For each line of the listing below that contains the string "hand", copy the line.

***

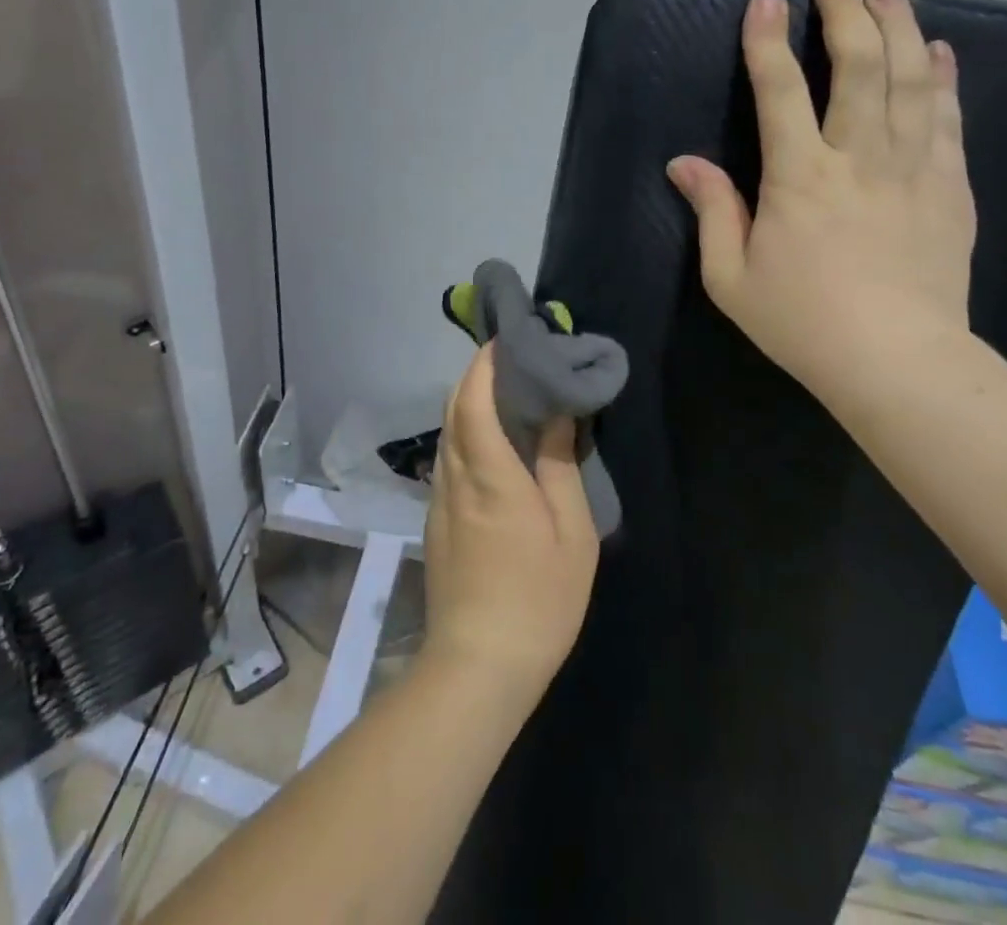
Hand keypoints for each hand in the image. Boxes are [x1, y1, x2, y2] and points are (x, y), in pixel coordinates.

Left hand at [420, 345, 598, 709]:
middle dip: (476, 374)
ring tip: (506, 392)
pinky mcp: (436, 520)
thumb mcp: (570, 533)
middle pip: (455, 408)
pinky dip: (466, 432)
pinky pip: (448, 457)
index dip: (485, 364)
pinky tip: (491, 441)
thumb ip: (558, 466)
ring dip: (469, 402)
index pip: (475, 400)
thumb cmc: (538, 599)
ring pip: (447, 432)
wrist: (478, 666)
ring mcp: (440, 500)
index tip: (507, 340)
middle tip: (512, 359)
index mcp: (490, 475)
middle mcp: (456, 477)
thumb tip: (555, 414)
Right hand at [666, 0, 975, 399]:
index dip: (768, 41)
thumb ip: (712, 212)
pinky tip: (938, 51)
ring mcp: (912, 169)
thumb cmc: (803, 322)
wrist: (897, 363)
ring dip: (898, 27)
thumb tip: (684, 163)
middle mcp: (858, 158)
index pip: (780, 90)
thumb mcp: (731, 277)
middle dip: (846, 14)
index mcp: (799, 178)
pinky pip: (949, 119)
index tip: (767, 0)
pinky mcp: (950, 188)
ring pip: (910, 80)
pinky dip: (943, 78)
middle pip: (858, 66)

***

#### [Answer below]
Hand keypoints for each hand in the image. Boxes are [x1, y1, x2, y2] and points are (x, y), in pixel coordinates.
Left hand at [420, 345, 598, 709]:
Right hand at [666, 0, 975, 399]:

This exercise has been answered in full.